··· RECORDS TO PROCESS ···

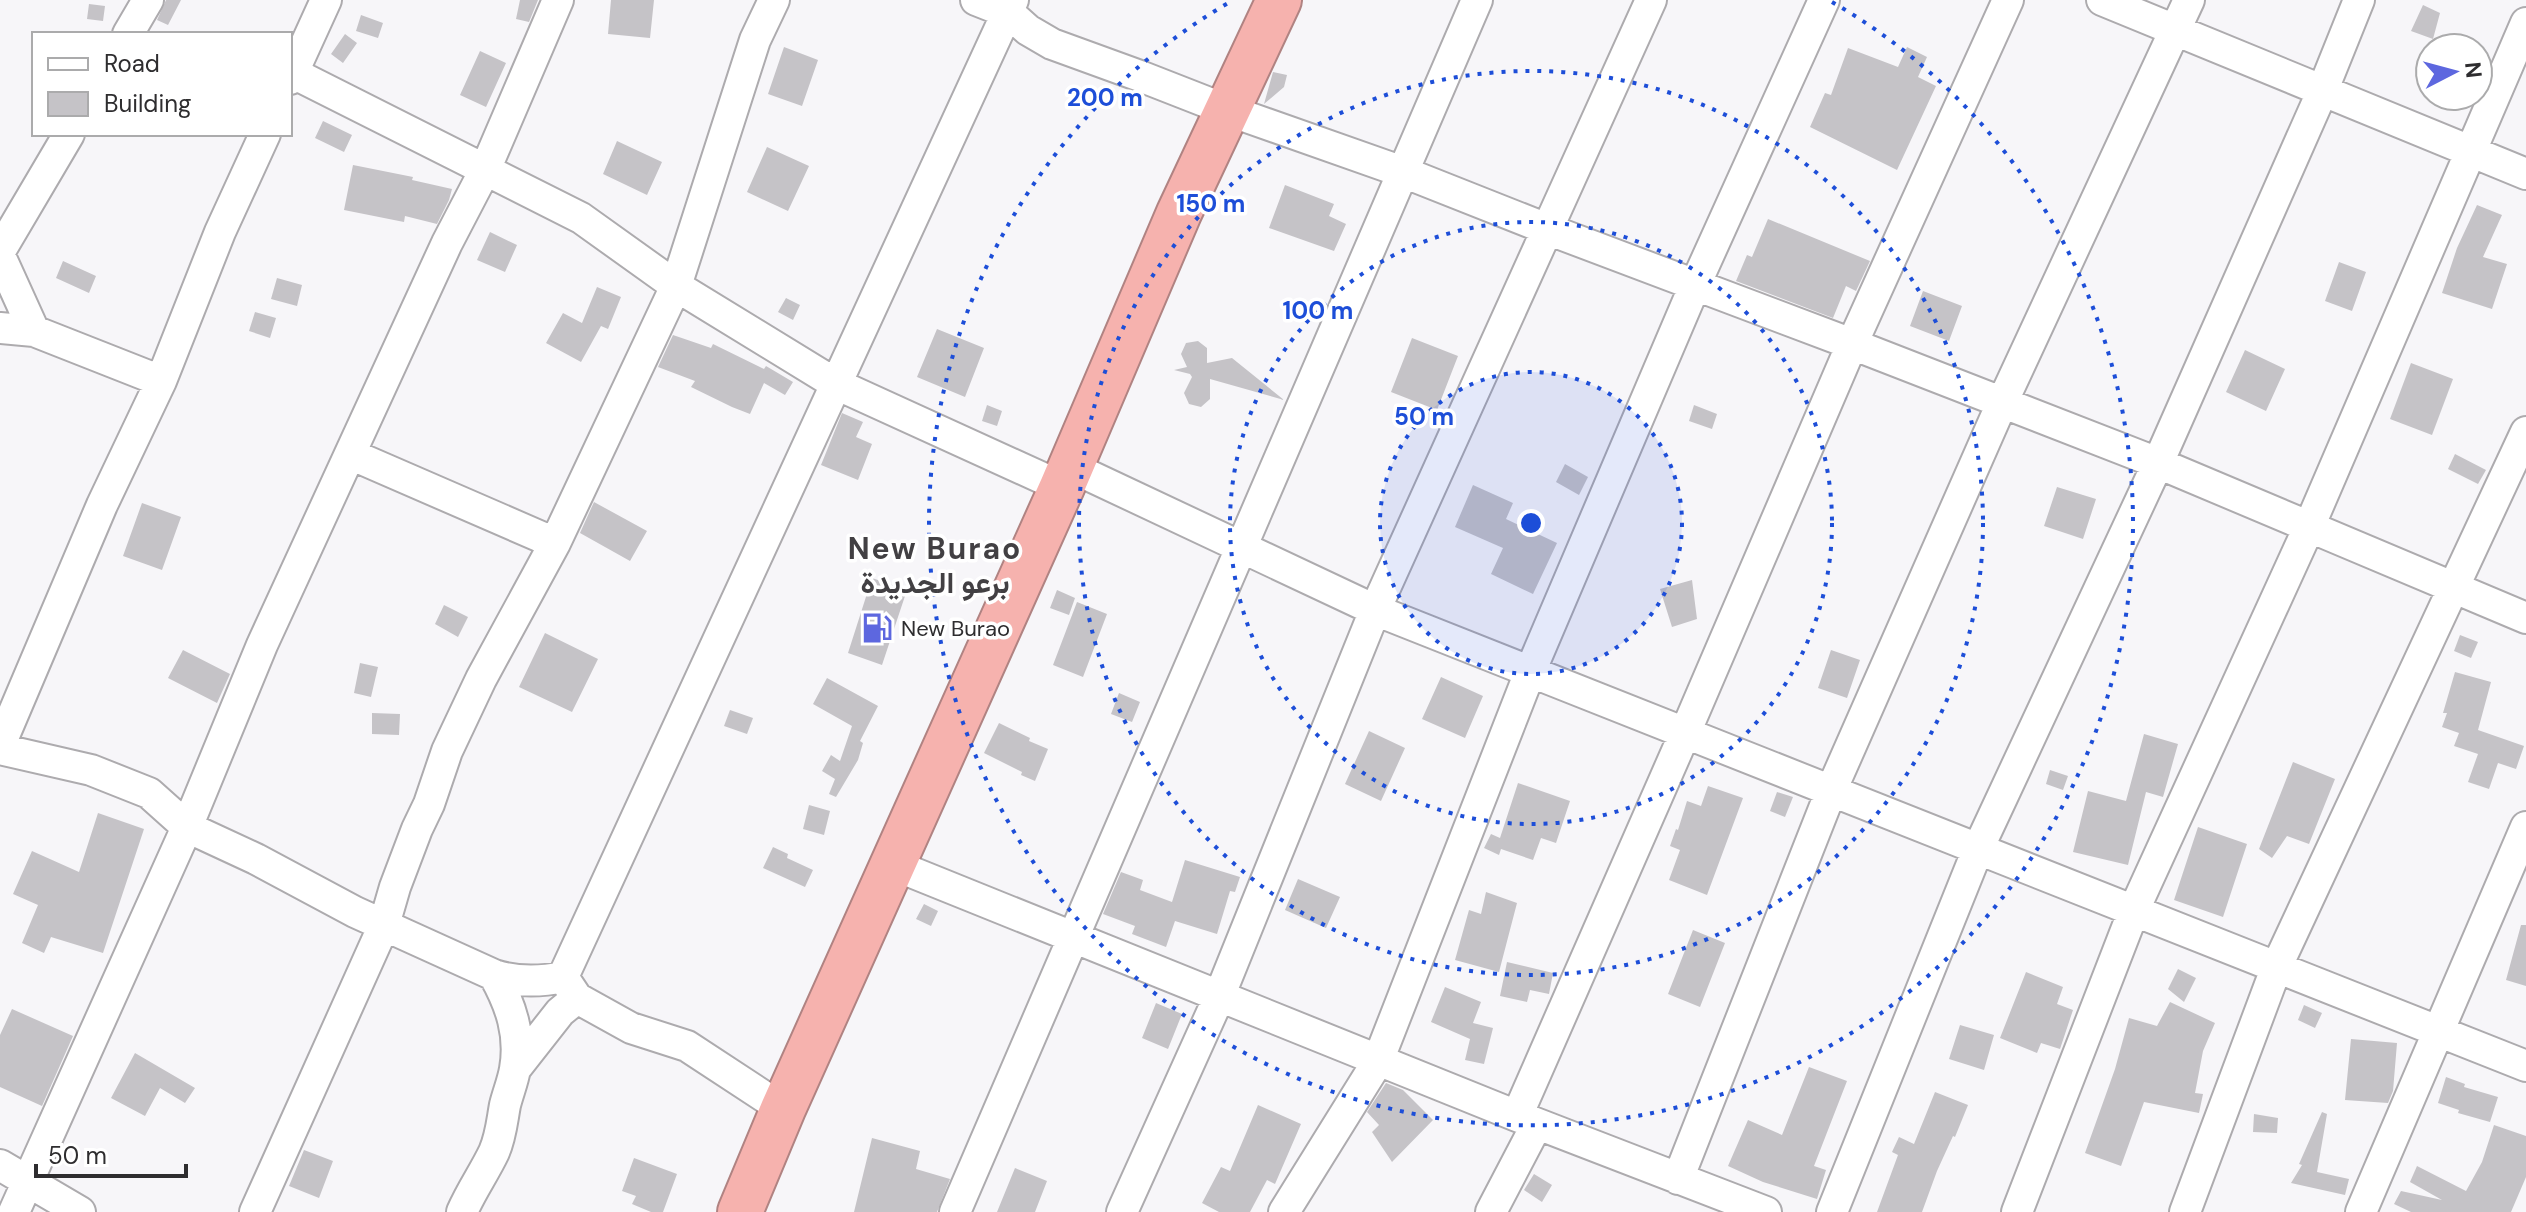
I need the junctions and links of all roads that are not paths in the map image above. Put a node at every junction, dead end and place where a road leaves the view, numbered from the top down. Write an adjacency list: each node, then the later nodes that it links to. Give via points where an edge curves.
1 (148, 0): 17 (street)
2 (326, 0): 18 (street)
3 (558, 0): 24 (street)
4 (774, 0): 30 (street, via 755,40)
5 (976, 0): 14 (street)
6 (1279, 0): 20 (highway)
7 (1477, 0): 25 (street)
8 (1651, 0): 27 (street)
9 (1824, 0): 29 (street)
10 (2008, 0): 33 (street)
11 (2102, 0): 16 (street)
12 (2189, 0): 16 (street)
13 (2359, 0): 19 (street)
14 (1011, 6): 20 (street, via 1028,30 1052,44); 35 (street)
15 (2526, 23): 23 (street)
16 (2176, 31): 19 (street); 36 (street)
17 (129, 32)
18 (292, 76): 24 (street)
19 (2322, 92): 23 (street); 39 (street)
20 (1227, 110): 25 (street); 40 (highway)
21 (68, 136): 28 (street)
22 (264, 136): 34 (street)
23 (2470, 152): 26 (street); 41 (street)
24 (485, 170): 30 (street, via 581,218); 38 (street)
25 (1403, 172): 27 (street); 43 (street)
26 (2526, 174)
27 (1547, 229): 29 (street); 45 (street)
28 (0, 253): 32 (street)
29 (1695, 285): 33 (street); 47 (street)
30 (676, 286): 35 (street); 42 (street)
31 (1, 327): 32 (street)
32 (34, 331): 34 (street)
33 (1852, 344): 36 (street); 48 (street)
34 (161, 381): 49 (street, via 102,505)
35 (836, 384): 40 (street); 60 (street)
36 (2002, 403): 39 (street); 50 (street)
37 (2526, 432): 44 (street)
38 (350, 454): 42 (street); 51 (street, via 262,645)
39 (2158, 463): 41 (street); 53 (street)
40 (1066, 477): 43 (street); 54 (highway)
41 (2309, 527): 44 (street); 55 (street)
42 (555, 543): 56 (street, via 447,751)
43 (1240, 547): 45 (street); 57 (street)
44 (2455, 588): 46 (street); 58 (street)
45 (1375, 610): 47 (street); 61 (street)
46 (2526, 618)
47 (1530, 672): 48 (street); 63 (street)
48 (1685, 733): 50 (street); 67 (street)
49 (0, 747): 51 (street, via 91,770 149,793)
50 (1831, 791): 53 (street); 69 (street)
51 (187, 827): 56 (street); 70 (street)
52 (2526, 827): 62 (street)
53 (1978, 849): 55 (street); 81 (street)
54 (894, 865): 57 (street); 66 (highway)
55 (2134, 910): 58 (street); 82 (street)
56 (384, 925): 59 (street); 73 (street)
57 (1073, 938): 61 (street); 76 (street)
58 (2277, 966): 62 (street); 83 (street)
59 (494, 975): 60 (street); 65 (street, via 515,1020)
60 (570, 987): 65 (street, via 560,1012); 66 (street, via 631,1028 687,1046)
61 (1219, 997): 63 (street); 77 (street)
62 (2437, 1030): 64 (street); 84 (street)
63 (1378, 1061): 67 (street); 78 (street)
64 (2526, 1066)
65 (516, 1068): 74 (street, via 498,1140)
66 (783, 1109): 75 (highway)
67 (1527, 1120): 69 (street); 79 (street)
68 (0, 1165): 70 (street)
69 (1678, 1179): 80 (street)
70 (28, 1180): 71 (street); 72 (street)
71 (14, 1212)
72 (80, 1212)
73 (255, 1212)
74 (462, 1212)
75 (740, 1212)
76 (955, 1212)
77 (1122, 1212)
78 (1284, 1212)
79 (1491, 1212)
80 (1766, 1212)
81 (1832, 1212)
82 (2017, 1212)
83 (2185, 1212)
84 (2361, 1212)

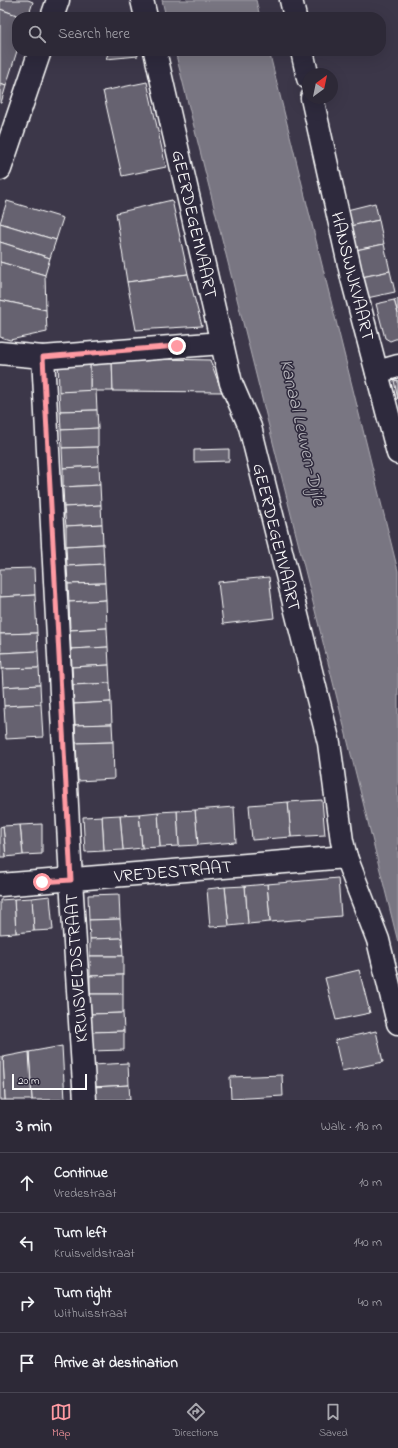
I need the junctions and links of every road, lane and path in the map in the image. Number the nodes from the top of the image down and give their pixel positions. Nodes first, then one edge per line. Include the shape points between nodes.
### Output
1 (58, 0) edge
2 (142, 0) edge
3 (291, 0) edge
4 (54, 12) edge
5 (145, 12) edge
6 (294, 12) edge
7 (38, 56) edge
8 (156, 56) edge
9 (303, 56) edge
10 (306, 68) edge
11 (313, 104) edge
12 (0, 169) edge
13 (222, 343) junction
14 (0, 353) edge
15 (43, 357) junction
16 (398, 366) edge
17 (377, 372) junction
18 (398, 453) edge
19 (346, 857) junction
20 (71, 880) junction
21 (0, 885) edge
22 (398, 1023) edge
23 (85, 1100) edge

1 - 4 street
2 - 5 street
3 - 6 street
7 - 12 street
8 - 13 street, GEERDEGEMVAART
9 - 10 street
11 - 17 street, HANSWIJKVAART via 352,278
13 - 15 street
13 - 19 street, GEERDEGEMVAART via 231,383 250,428 329,743
14 - 15 street
15 - 20 street, KRUISVELDSTRAAT
16 - 17 street
17 - 18 street, HANSWIJKVAART
19 - 20 street, VREDESTRAAT
19 - 22 street, GEERDEGEMVAART via 378,940
20 - 21 street, VREDESTRAAT
20 - 23 street, KRUISVELDSTRAAT

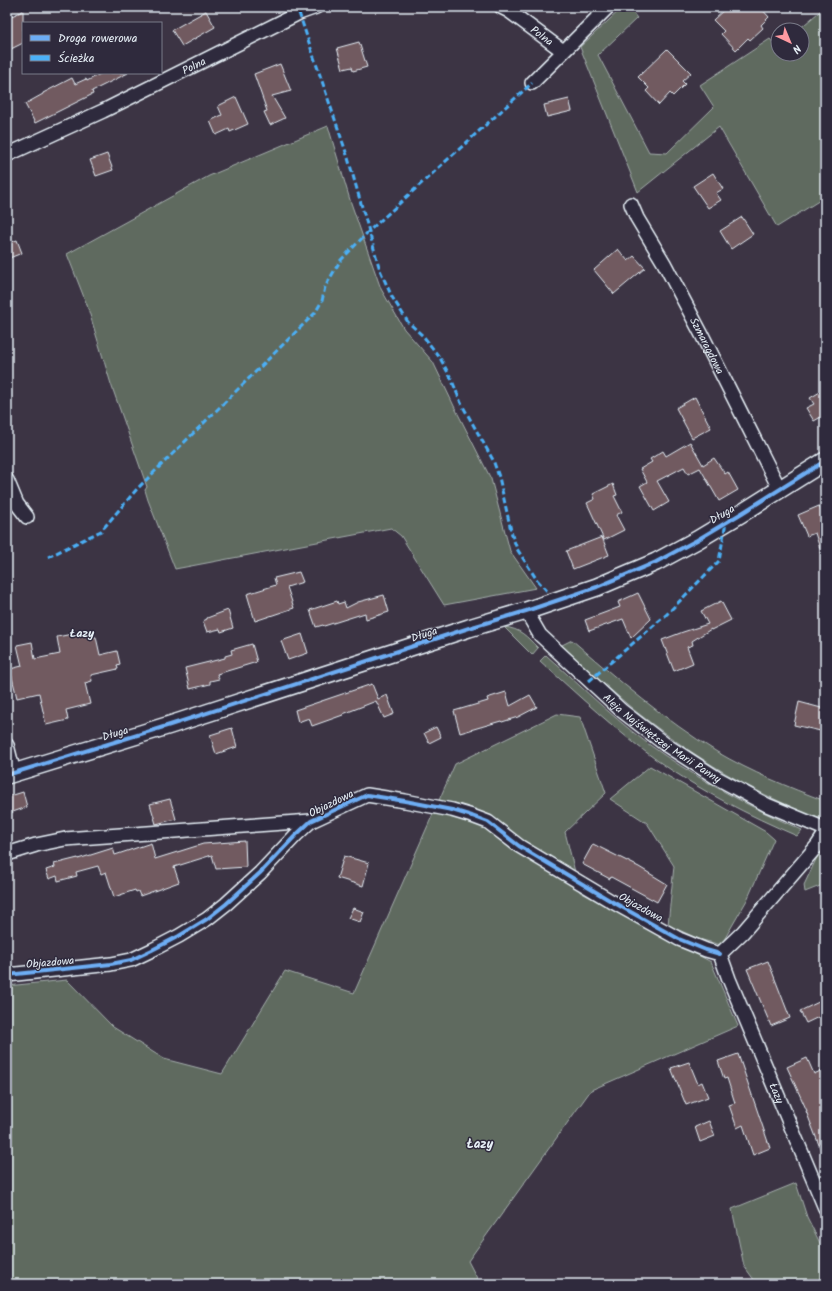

···

PROMPT: Keeping the pictures out, print the entries above exactly as written.

EXERCISE ANSWER:
I need the junctions and links of all roads that are not paths in the map image above. Put a node at every junction, dead end and place where a road leaves the view, numbered from the top down. Write an adjacency list: each node, then the later nodes that it links to. Give via points where an edge curves.
1 (148, 0): 17 (street)
2 (326, 0): 18 (street)
3 (558, 0): 24 (street)
4 (774, 0): 30 (street, via 755,40)
5 (976, 0): 14 (street)
6 (1279, 0): 20 (highway)
7 (1477, 0): 25 (street)
8 (1651, 0): 27 (street)
9 (1824, 0): 29 (street)
10 (2008, 0): 33 (street)
11 (2102, 0): 16 (street)
12 (2189, 0): 16 (street)
13 (2359, 0): 19 (street)
14 (1011, 6): 20 (street, via 1028,30 1052,44); 35 (street)
15 (2526, 23): 23 (street)
16 (2176, 31): 19 (street); 36 (street)
17 (129, 32)
18 (292, 76): 24 (street)
19 (2322, 92): 23 (street); 39 (street)
20 (1227, 110): 25 (street); 40 (highway)
21 (68, 136): 28 (street)
22 (264, 136): 34 (street)
23 (2470, 152): 26 (street); 41 (street)
24 (485, 170): 30 (street, via 581,218); 38 (street)
25 (1403, 172): 27 (street); 43 (street)
26 (2526, 174)
27 (1547, 229): 29 (street); 45 (street)
28 (0, 253): 32 (street)
29 (1695, 285): 33 (street); 47 (street)
30 (676, 286): 35 (street); 42 (street)
31 (1, 327): 32 (street)
32 (34, 331): 34 (street)
33 (1852, 344): 36 (street); 48 (street)
34 (161, 381): 49 (street, via 102,505)
35 (836, 384): 40 (street); 60 (street)
36 (2002, 403): 39 (street); 50 (street)
37 (2526, 432): 44 (street)
38 (350, 454): 42 (street); 51 (street, via 262,645)
39 (2158, 463): 41 (street); 53 (street)
40 (1066, 477): 43 (street); 54 (highway)
41 (2309, 527): 44 (street); 55 (street)
42 (555, 543): 56 (street, via 447,751)
43 (1240, 547): 45 (street); 57 (street)
44 (2455, 588): 46 (street); 58 (street)
45 (1375, 610): 47 (street); 61 (street)
46 (2526, 618)
47 (1530, 672): 48 (street); 63 (street)
48 (1685, 733): 50 (street); 67 (street)
49 (0, 747): 51 (street, via 91,770 149,793)
50 (1831, 791): 53 (street); 69 (street)
51 (187, 827): 56 (street); 70 (street)
52 (2526, 827): 62 (street)
53 (1978, 849): 55 (street); 81 (street)
54 (894, 865): 57 (street); 66 (highway)
55 (2134, 910): 58 (street); 82 (street)
56 (384, 925): 59 (street); 73 (street)
57 (1073, 938): 61 (street); 76 (street)
58 (2277, 966): 62 (street); 83 (street)
59 (494, 975): 60 (street); 65 (street, via 515,1020)
60 (570, 987): 65 (street, via 560,1012); 66 (street, via 631,1028 687,1046)
61 (1219, 997): 63 (street); 77 (street)
62 (2437, 1030): 64 (street); 84 (street)
63 (1378, 1061): 67 (street); 78 (street)
64 (2526, 1066)
65 (516, 1068): 74 (street, via 498,1140)
66 (783, 1109): 75 (highway)
67 (1527, 1120): 69 (street); 79 (street)
68 (0, 1165): 70 (street)
69 (1678, 1179): 80 (street)
70 (28, 1180): 71 (street); 72 (street)
71 (14, 1212)
72 (80, 1212)
73 (255, 1212)
74 (462, 1212)
75 (740, 1212)
76 (955, 1212)
77 (1122, 1212)
78 (1284, 1212)
79 (1491, 1212)
80 (1766, 1212)
81 (1832, 1212)
82 (2017, 1212)
83 (2185, 1212)
84 (2361, 1212)

I need the junctions and links of every road, lane and path in the map in the image. Number the nodes from the top of the image down and give their pixel positions. Nodes first, then one edge per line. Include the shape points between nodes.
### Output
1 (58, 0) edge
2 (142, 0) edge
3 (291, 0) edge
4 (54, 12) edge
5 (145, 12) edge
6 (294, 12) edge
7 (38, 56) edge
8 (156, 56) edge
9 (303, 56) edge
10 (306, 68) edge
11 (313, 104) edge
12 (0, 169) edge
13 (222, 343) junction
14 (0, 353) edge
15 (43, 357) junction
16 (398, 366) edge
17 (377, 372) junction
18 (398, 453) edge
19 (346, 857) junction
20 (71, 880) junction
21 (0, 885) edge
22 (398, 1023) edge
23 (85, 1100) edge

1 - 4 street
2 - 5 street
3 - 6 street
7 - 12 street
8 - 13 street, GEERDEGEMVAART
9 - 10 street
11 - 17 street, HANSWIJKVAART via 352,278
13 - 15 street
13 - 19 street, GEERDEGEMVAART via 231,383 250,428 329,743
14 - 15 street
15 - 20 street, KRUISVELDSTRAAT
16 - 17 street
17 - 18 street, HANSWIJKVAART
19 - 20 street, VREDESTRAAT
19 - 22 street, GEERDEGEMVAART via 378,940
20 - 21 street, VREDESTRAAT
20 - 23 street, KRUISVELDSTRAAT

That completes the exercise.